• **WORK ORDER**:
Scan the data below and give the number of lines that include the word "name", with no other words.

• **EXTRACTED ENTRIES**:
————

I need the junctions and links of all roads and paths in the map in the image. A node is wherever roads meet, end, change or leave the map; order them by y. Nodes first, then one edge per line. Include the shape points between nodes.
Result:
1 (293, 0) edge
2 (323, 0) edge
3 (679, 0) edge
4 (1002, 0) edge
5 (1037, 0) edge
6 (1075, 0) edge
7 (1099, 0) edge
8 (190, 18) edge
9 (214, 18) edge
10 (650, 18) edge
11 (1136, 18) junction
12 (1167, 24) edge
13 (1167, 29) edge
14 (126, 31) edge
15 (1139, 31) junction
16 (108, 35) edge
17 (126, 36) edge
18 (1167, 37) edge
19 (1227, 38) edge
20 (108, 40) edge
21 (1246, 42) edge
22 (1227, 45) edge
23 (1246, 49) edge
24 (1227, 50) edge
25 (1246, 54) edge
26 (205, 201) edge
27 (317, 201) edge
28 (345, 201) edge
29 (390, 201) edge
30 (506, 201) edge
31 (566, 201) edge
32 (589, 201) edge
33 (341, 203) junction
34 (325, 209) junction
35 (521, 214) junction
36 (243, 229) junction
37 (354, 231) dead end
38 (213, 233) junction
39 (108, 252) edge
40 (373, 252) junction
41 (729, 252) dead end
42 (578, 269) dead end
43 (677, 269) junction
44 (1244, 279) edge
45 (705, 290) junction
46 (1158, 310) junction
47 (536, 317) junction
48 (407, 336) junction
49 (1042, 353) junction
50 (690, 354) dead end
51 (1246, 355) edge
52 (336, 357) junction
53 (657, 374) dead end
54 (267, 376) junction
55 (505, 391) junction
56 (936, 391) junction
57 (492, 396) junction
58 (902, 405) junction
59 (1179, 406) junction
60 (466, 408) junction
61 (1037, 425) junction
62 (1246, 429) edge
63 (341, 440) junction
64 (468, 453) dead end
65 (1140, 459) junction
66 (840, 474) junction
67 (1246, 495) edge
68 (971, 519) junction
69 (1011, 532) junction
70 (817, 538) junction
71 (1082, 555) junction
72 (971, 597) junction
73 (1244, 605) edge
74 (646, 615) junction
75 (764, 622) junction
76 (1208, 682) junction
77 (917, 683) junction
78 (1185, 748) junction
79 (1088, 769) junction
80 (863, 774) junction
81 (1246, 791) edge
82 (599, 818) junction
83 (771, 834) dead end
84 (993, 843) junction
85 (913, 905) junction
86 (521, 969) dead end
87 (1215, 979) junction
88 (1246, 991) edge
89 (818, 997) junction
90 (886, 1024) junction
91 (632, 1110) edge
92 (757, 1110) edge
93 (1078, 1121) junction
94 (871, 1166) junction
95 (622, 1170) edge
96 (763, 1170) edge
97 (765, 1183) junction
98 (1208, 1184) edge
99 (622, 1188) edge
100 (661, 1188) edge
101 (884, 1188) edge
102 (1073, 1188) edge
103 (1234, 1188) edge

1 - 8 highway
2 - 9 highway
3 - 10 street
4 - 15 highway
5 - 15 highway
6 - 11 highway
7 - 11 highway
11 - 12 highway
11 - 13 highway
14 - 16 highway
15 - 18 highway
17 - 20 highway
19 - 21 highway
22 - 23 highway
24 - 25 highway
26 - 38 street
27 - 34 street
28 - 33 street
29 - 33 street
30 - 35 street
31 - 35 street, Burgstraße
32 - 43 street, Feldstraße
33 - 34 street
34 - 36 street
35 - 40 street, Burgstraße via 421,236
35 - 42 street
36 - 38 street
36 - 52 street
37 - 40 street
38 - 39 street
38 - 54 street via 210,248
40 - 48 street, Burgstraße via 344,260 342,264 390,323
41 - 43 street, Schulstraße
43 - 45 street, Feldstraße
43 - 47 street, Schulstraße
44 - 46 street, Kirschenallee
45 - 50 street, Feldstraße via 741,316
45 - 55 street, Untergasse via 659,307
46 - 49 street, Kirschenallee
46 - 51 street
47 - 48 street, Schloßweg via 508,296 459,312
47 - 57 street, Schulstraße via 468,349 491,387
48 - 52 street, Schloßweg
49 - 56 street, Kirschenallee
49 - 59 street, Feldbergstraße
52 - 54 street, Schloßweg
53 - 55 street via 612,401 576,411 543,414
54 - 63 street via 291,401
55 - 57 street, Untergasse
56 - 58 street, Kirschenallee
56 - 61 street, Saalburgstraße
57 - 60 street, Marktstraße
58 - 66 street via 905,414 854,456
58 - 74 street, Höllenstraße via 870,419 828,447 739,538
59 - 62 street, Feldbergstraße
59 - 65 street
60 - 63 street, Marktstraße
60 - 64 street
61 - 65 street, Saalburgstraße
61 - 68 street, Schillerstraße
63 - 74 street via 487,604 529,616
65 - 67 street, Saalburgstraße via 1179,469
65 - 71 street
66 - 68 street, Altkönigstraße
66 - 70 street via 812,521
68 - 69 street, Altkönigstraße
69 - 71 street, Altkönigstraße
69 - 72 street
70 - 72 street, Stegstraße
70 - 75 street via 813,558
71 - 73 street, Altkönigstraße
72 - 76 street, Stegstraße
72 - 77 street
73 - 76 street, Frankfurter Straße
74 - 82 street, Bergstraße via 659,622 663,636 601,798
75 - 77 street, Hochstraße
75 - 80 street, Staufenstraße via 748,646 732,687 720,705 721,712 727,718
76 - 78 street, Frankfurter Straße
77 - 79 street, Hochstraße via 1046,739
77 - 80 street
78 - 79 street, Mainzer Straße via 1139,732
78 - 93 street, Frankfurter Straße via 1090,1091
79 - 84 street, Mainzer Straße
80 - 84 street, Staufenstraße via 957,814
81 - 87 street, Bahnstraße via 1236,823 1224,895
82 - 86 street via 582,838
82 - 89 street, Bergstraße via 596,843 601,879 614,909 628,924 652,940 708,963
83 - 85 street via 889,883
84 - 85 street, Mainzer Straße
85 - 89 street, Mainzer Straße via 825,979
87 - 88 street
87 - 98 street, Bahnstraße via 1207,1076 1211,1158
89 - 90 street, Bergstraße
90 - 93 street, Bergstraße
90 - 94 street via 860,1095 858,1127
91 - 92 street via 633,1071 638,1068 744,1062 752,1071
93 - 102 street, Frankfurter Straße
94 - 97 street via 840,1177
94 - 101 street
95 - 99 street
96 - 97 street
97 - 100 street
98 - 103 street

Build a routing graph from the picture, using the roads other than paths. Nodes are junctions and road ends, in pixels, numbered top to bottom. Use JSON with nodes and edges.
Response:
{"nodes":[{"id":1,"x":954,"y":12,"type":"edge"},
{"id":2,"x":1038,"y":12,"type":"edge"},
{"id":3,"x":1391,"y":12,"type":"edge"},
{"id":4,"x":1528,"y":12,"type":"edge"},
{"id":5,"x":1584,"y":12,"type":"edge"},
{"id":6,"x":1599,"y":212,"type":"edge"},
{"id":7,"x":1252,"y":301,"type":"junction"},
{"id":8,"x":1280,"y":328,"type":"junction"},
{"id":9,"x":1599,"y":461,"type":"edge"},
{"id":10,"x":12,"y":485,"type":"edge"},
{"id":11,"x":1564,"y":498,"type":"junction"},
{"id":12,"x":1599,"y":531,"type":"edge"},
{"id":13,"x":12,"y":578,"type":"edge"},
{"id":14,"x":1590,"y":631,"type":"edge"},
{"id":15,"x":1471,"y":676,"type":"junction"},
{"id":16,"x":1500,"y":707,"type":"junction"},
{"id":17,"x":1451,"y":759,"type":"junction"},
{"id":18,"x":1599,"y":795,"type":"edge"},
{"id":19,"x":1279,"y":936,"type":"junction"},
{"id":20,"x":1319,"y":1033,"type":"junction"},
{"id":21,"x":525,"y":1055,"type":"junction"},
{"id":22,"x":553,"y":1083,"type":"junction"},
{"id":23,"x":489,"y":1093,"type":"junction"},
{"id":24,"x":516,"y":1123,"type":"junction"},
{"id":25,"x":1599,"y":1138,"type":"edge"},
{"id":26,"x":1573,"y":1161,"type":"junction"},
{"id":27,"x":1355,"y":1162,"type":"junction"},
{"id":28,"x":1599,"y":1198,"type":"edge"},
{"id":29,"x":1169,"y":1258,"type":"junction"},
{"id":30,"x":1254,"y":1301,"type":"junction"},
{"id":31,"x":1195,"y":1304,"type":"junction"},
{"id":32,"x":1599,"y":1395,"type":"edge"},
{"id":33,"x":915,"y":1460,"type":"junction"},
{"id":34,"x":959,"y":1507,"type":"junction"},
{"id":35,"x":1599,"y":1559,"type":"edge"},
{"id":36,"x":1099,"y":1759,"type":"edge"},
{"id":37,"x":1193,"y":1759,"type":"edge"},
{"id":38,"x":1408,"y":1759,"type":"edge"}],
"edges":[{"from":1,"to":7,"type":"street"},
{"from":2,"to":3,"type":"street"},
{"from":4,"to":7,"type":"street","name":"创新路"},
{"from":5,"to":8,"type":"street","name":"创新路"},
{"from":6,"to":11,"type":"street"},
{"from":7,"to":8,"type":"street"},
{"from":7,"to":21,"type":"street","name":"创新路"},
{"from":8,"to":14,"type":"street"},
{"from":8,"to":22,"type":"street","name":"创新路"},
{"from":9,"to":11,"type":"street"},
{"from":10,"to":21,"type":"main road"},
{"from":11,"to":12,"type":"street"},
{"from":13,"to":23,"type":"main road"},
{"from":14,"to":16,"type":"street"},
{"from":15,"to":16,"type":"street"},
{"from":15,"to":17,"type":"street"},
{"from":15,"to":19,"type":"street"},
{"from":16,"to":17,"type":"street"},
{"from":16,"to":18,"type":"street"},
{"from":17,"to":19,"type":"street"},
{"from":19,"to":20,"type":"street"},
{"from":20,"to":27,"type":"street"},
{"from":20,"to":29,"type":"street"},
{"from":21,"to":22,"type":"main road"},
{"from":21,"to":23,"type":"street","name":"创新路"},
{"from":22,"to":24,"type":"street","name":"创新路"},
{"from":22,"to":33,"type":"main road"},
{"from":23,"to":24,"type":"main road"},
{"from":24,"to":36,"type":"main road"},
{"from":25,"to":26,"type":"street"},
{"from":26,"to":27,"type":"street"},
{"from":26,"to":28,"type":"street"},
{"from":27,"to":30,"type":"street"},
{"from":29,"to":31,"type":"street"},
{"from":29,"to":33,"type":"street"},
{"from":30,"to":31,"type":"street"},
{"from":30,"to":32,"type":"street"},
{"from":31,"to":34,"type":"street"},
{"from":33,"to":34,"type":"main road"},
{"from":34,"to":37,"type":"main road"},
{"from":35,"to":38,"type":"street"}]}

————

• **THE COMPLETED TASK**:
6